1590年、徳川家康が江戸入府して先ず食糧供給の一つは江戸湾の漁獲にあった。経験豊かな摂津国(大阪)佃村の漁師たちを呼び隅田川河口の中州(佃島)に移住させ漁をさせた。
魚は江戸城外一般へも供給が可能になると、日本橋に幕府のお墨付き魚河岸ができた。問屋も初期は小売りの市場流通価格から逆に仕入れ価格が決まったそうで、当時は何と平和なコンシューマーオリエンテッドの時代であったか。

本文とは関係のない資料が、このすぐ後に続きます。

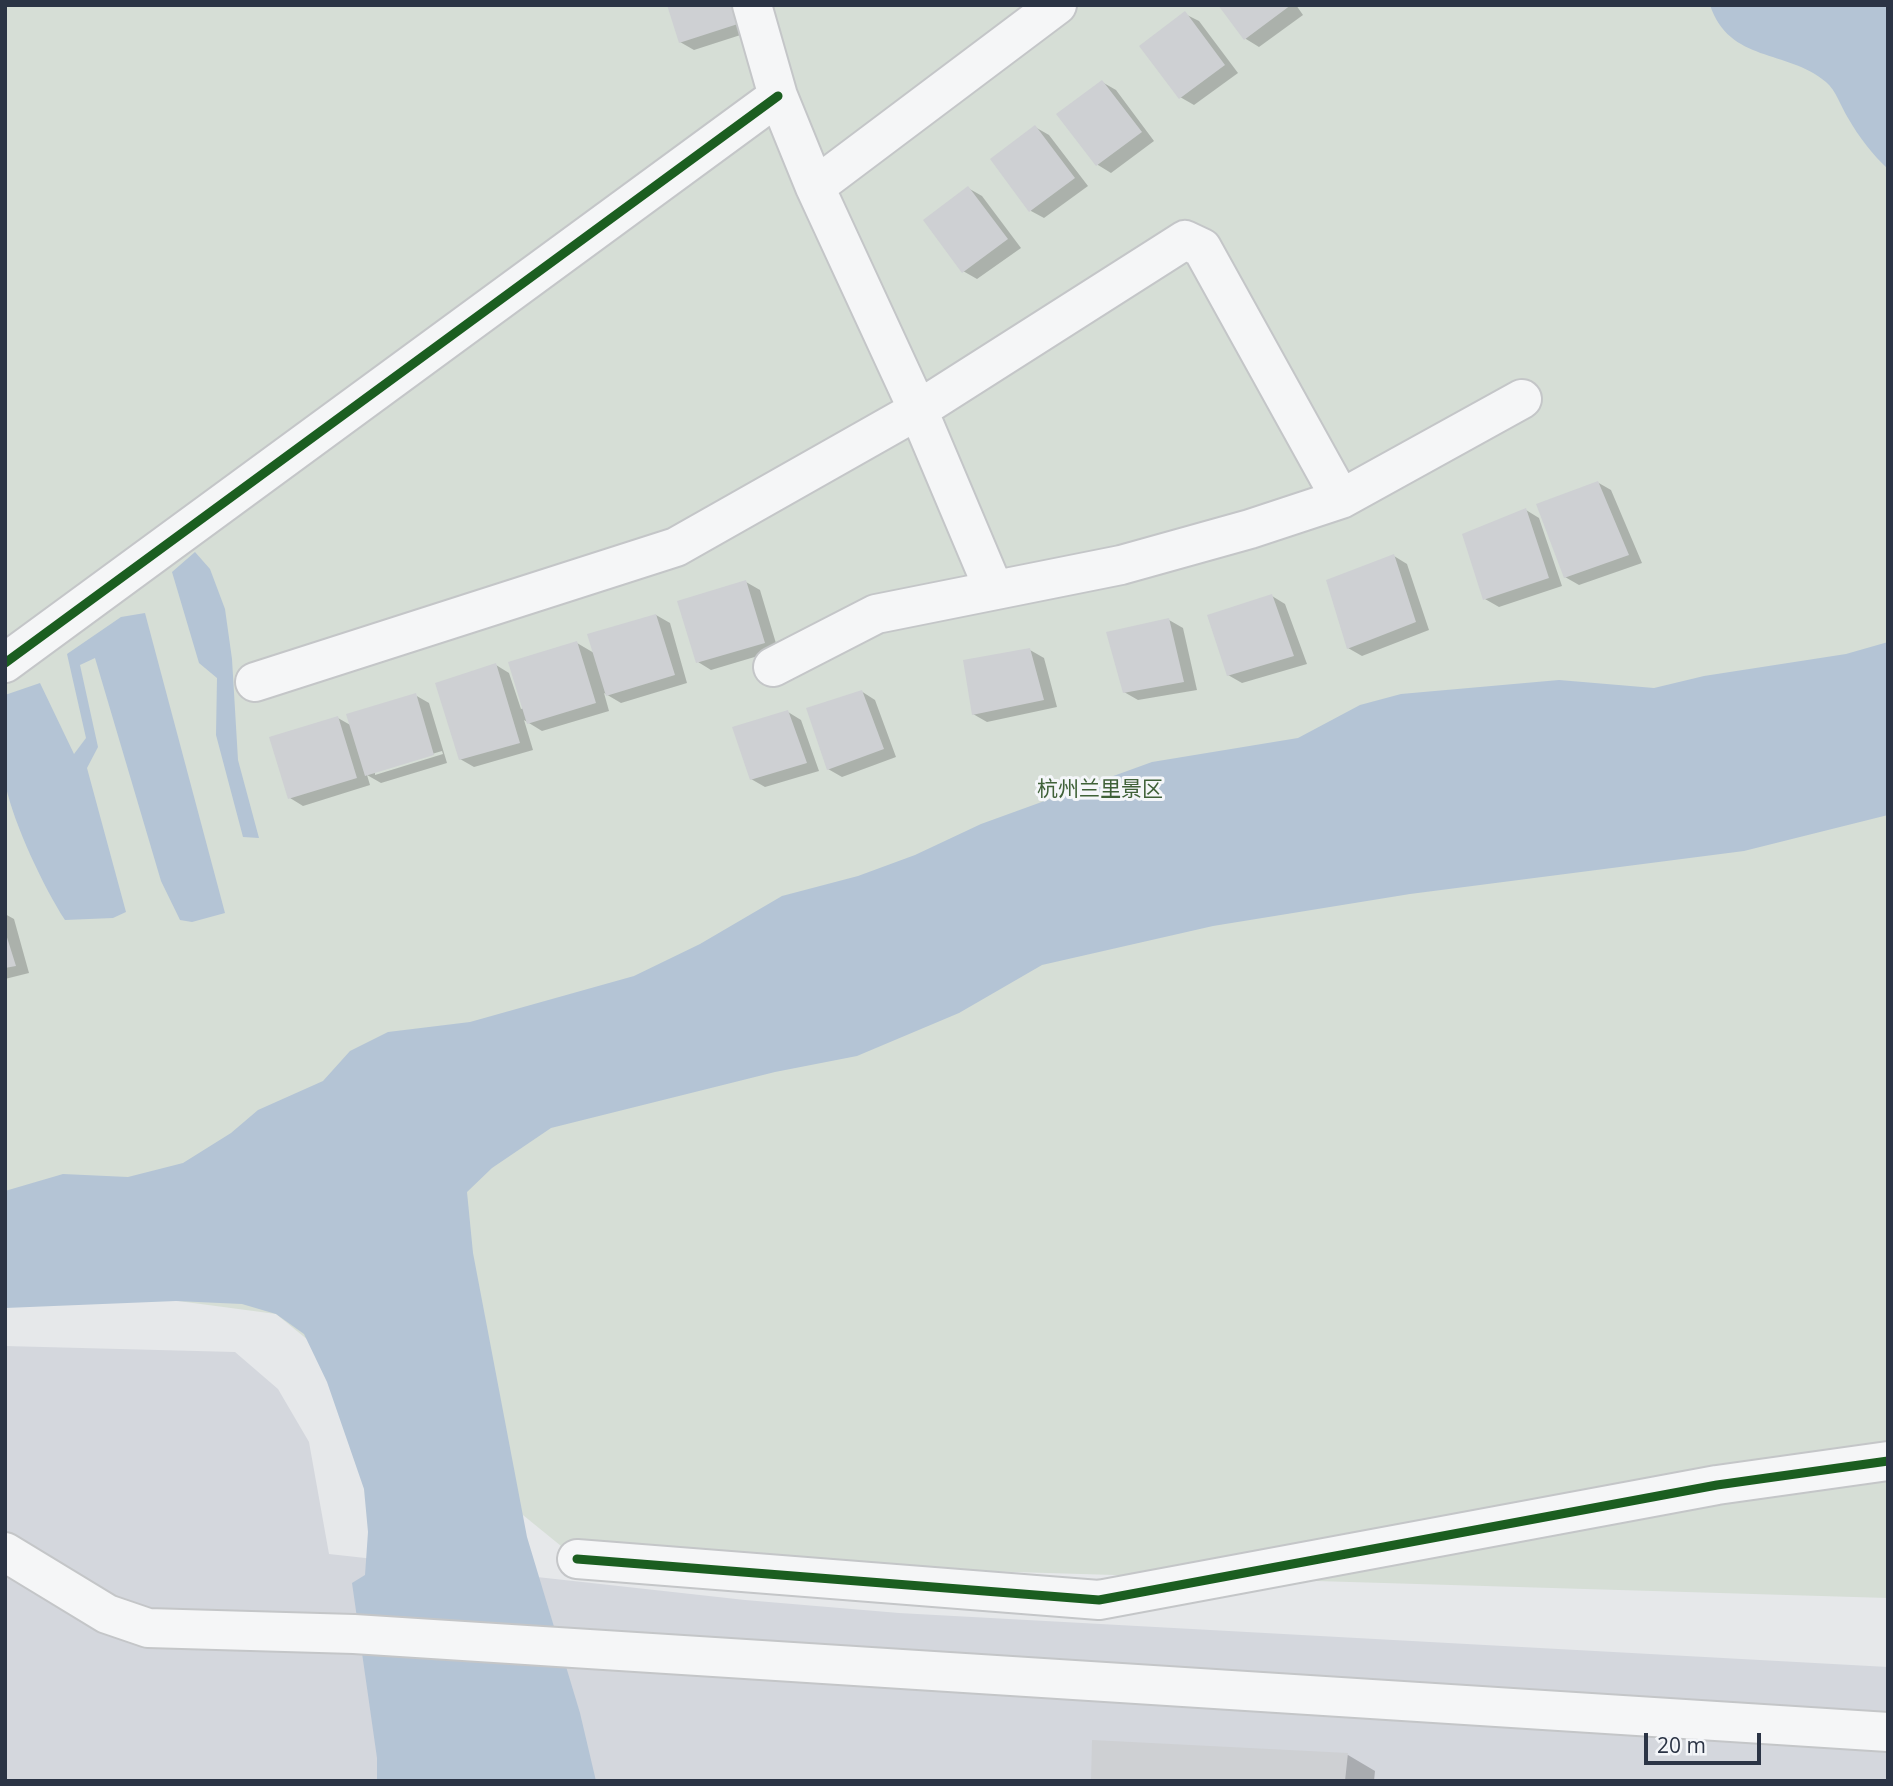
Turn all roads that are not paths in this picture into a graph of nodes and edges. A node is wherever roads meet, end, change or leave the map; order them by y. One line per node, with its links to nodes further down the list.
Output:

大正末1923年「中央卸売市場法」が交付された。第1次大戦による俄か景気、物価の高騰、米騒動などの社会不安から、各地で公設市場の開設が求められた。その流通組織の要として中央卸売市場が急がれ、関東大震災で拍車がかけられた。マーチャンダイズとして流通施設、公正取引などを渇望していた日本橋の魚河岸がこの施行で、1935年新しく「せり」の公正を導入した現在の築地市場が開設されるに至った。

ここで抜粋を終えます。